## ASSIGNED TASK
An exact copy of every record is needed, with the pictures left out.

## Human keypoint data
********************
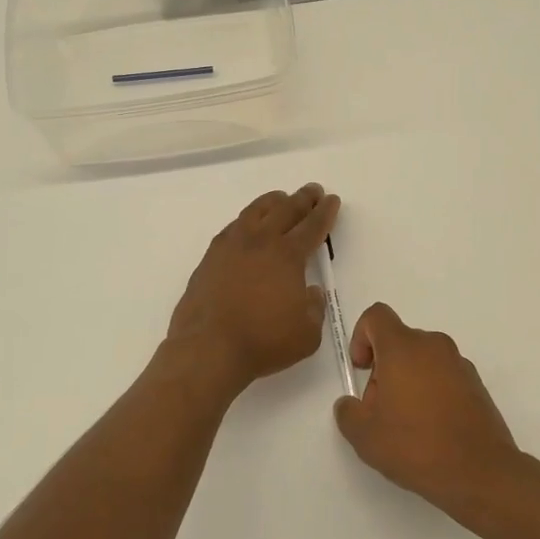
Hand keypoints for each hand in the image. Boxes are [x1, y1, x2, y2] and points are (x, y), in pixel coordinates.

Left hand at [167, 184, 341, 392]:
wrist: (208, 348)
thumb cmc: (263, 342)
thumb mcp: (307, 334)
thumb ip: (314, 309)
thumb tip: (311, 292)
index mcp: (287, 255)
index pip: (312, 226)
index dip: (324, 212)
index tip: (331, 200)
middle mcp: (260, 242)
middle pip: (285, 210)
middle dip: (303, 199)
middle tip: (313, 190)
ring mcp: (231, 246)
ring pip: (255, 212)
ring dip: (272, 202)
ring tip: (280, 198)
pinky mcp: (210, 258)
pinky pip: (233, 227)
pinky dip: (247, 219)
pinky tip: (248, 224)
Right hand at [333, 303, 525, 517]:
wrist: (481, 473)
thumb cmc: (417, 446)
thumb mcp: (365, 436)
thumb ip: (348, 412)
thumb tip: (351, 404)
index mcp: (404, 347)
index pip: (376, 316)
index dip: (360, 337)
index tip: (361, 370)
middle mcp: (433, 346)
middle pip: (398, 341)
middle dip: (383, 369)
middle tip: (380, 409)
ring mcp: (459, 364)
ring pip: (421, 359)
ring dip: (407, 381)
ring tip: (406, 424)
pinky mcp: (476, 385)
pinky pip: (443, 376)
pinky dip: (431, 392)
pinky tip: (431, 429)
********************
## REPLY
Hand keypoints for each hand in the image. Boxes are [x1, y1, x2, y2] and points are (x, y), in pixel coordinates.

Left hand at [167, 184, 341, 392]:
wrist: (208, 348)
thumb cmc: (263, 342)
thumb mcp: (307, 334)
thumb ip: (314, 309)
thumb tip: (311, 292)
index mcp: (287, 255)
index pip: (312, 226)
index dip: (324, 212)
index tip: (331, 200)
middle mcp: (260, 242)
middle pip: (285, 210)
middle dip: (303, 199)
middle tip: (313, 190)
ring mcp: (231, 246)
ring pip: (255, 212)
ring dip: (272, 202)
ring tip: (280, 198)
pinky mcp: (210, 258)
pinky pip: (233, 227)
pinky dip: (247, 219)
pinky tip: (248, 224)
Right hand at [333, 303, 525, 517]:
wrist: (481, 473)
thumb cmc: (417, 446)
thumb mcp: (365, 436)
thumb ip: (348, 412)
thumb tip: (351, 404)
index mcp: (404, 347)
index pip: (376, 316)
index dip: (360, 337)
index tip: (361, 370)
middle mcp: (433, 346)
middle pip: (398, 341)
middle dip: (383, 369)
middle tip: (380, 409)
ring mcp: (459, 364)
ring pip: (421, 359)
ring dip: (407, 381)
ring tip: (406, 424)
pinky mcp: (476, 385)
pinky pip: (443, 376)
pinky dip: (431, 392)
pinky tip: (431, 429)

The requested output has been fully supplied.